**Task description:**
Copy every line below that has the word "SkTextBlob" in it.

Study material below:

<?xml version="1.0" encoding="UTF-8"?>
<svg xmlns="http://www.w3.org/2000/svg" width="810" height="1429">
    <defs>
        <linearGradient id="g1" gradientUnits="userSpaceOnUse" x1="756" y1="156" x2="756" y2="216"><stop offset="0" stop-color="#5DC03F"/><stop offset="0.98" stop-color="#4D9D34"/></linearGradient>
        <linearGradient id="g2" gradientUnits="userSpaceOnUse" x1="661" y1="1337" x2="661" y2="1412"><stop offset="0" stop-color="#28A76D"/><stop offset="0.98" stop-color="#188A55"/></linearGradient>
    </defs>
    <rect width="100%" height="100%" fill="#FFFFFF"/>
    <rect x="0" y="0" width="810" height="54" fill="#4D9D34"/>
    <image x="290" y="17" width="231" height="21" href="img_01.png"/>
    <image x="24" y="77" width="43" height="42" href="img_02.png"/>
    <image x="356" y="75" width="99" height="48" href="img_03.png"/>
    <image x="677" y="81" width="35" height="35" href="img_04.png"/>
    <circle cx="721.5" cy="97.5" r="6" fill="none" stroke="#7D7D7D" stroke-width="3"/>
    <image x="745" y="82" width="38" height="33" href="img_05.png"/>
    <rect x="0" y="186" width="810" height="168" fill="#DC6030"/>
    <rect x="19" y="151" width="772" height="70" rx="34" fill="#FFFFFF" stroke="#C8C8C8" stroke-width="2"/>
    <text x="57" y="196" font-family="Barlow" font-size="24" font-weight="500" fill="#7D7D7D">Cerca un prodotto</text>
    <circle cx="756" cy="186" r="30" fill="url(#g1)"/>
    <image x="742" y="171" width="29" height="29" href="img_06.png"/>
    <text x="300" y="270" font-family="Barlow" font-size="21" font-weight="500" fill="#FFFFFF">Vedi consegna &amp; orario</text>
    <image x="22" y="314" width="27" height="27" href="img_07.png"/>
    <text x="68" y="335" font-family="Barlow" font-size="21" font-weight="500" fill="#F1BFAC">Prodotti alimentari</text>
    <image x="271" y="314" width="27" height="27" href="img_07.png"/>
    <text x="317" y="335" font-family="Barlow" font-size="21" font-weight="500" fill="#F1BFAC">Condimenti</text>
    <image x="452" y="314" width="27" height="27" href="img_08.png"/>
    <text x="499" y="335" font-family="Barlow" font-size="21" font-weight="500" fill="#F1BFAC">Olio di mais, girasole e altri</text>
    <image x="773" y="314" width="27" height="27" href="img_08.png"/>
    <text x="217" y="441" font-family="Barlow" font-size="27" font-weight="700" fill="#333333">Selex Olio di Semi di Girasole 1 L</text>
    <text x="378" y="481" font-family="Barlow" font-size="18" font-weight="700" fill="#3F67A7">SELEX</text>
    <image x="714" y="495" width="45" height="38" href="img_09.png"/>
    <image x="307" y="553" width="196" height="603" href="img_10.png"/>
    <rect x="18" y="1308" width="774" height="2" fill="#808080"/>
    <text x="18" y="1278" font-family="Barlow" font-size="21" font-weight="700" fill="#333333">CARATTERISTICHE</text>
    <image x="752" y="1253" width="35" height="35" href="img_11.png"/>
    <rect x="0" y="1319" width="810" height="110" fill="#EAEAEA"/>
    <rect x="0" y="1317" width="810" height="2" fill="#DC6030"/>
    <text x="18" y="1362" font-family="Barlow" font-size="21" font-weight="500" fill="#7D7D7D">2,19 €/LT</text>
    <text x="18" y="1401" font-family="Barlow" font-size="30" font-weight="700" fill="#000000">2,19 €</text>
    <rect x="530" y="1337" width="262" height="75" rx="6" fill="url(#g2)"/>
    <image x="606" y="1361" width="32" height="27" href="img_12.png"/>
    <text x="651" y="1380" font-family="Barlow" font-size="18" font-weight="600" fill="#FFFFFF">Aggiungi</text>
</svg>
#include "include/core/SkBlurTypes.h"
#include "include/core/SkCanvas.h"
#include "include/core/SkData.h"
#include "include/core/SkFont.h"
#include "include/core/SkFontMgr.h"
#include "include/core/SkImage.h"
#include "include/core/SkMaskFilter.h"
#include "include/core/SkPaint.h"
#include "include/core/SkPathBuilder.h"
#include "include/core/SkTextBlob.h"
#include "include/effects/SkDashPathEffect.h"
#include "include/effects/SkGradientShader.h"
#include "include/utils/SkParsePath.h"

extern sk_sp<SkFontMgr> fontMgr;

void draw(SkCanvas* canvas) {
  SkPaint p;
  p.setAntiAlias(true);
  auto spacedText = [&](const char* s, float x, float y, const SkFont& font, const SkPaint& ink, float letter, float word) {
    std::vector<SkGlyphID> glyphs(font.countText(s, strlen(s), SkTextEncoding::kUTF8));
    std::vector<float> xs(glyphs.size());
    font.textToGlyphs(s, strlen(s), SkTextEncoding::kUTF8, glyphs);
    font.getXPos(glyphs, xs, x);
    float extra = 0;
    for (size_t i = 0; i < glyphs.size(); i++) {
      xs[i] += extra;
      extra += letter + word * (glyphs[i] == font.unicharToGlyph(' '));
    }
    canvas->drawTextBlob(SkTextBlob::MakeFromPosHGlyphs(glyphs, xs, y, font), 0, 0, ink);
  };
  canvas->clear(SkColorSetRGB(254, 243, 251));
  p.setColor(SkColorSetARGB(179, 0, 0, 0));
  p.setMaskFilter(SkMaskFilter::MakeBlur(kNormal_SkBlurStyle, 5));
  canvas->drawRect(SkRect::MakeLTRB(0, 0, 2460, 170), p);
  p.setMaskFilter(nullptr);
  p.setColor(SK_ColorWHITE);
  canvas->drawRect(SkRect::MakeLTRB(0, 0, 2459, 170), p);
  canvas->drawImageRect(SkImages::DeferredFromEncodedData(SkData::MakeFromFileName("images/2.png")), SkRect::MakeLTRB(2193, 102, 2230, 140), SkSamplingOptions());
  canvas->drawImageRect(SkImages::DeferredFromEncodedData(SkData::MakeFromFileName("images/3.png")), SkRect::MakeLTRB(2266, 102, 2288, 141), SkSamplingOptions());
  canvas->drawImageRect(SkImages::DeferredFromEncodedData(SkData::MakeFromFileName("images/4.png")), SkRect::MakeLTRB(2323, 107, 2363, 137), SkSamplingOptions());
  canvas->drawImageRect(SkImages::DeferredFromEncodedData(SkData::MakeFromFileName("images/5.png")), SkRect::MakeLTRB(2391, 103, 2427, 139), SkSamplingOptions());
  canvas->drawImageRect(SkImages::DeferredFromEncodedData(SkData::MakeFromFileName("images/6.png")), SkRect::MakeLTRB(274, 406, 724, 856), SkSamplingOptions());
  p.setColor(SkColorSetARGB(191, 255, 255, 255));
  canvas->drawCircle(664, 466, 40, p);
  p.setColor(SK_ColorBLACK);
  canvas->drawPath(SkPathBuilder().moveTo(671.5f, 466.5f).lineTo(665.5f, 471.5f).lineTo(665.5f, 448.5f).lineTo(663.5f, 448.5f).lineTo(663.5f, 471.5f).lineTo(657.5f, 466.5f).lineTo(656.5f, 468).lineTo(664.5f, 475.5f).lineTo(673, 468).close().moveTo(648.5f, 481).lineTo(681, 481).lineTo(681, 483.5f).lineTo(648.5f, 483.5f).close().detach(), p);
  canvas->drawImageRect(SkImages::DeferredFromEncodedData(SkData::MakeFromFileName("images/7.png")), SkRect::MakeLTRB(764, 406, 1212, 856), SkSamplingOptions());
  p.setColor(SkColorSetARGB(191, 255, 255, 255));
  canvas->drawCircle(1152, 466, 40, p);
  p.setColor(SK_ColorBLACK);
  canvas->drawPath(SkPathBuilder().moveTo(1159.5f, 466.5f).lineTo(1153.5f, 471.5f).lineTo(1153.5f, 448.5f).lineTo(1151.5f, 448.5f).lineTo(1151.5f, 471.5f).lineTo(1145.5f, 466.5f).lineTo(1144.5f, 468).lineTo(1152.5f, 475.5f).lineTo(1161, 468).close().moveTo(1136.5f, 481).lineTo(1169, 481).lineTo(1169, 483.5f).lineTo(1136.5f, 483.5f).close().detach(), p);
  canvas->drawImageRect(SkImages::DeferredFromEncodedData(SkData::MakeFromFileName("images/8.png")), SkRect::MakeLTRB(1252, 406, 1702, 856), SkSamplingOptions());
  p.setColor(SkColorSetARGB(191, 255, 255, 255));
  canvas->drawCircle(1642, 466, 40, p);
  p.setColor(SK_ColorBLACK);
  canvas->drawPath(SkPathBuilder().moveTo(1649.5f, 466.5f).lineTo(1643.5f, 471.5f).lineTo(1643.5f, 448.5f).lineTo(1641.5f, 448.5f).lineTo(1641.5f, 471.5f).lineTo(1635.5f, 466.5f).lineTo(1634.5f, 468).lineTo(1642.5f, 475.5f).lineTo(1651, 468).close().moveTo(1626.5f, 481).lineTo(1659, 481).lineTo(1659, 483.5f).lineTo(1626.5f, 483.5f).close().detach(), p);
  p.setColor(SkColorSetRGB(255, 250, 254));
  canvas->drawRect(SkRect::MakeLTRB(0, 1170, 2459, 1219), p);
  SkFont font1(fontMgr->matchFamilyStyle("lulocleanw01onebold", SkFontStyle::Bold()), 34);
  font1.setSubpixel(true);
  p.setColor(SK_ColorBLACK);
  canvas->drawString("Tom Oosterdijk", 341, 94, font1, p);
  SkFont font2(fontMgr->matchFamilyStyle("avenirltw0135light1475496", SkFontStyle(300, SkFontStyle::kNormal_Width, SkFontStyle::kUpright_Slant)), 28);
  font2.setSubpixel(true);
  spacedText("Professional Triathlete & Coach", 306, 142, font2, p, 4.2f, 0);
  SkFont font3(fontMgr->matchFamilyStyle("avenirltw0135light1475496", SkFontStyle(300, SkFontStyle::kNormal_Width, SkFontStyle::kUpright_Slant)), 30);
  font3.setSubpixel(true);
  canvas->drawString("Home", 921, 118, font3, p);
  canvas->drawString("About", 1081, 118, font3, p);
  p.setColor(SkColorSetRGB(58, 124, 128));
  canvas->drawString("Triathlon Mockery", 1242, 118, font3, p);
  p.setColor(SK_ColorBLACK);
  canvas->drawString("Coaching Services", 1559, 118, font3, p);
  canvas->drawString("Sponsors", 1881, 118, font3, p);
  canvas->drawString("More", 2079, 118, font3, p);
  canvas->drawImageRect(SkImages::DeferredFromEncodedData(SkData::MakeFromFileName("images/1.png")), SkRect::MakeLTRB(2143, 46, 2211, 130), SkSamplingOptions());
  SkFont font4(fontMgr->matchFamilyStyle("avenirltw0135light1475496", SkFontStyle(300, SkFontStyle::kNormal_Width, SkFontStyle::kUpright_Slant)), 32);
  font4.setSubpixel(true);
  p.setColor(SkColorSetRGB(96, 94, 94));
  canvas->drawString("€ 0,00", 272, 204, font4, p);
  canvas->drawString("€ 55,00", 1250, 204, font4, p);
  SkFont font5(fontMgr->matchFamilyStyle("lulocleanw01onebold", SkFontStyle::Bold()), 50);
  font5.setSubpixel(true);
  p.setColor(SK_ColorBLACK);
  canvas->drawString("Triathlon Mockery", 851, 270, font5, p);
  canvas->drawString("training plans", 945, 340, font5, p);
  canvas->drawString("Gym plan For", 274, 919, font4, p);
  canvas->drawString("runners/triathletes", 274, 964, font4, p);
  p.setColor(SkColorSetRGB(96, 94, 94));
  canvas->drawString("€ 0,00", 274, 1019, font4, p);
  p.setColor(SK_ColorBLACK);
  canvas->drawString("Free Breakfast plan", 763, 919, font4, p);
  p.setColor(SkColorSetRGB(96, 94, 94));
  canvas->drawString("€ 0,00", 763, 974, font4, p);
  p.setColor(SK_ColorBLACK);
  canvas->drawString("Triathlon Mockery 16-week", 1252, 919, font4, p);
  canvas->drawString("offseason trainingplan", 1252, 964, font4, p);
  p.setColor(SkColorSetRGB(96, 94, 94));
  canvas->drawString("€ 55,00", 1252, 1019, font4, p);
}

End of Study material.

**Response:**
#include "include/core/SkTextBlob.h"
    canvas->drawTextBlob(SkTextBlob::MakeFromPosHGlyphs(glyphs, xs, y, font), 0, 0, ink);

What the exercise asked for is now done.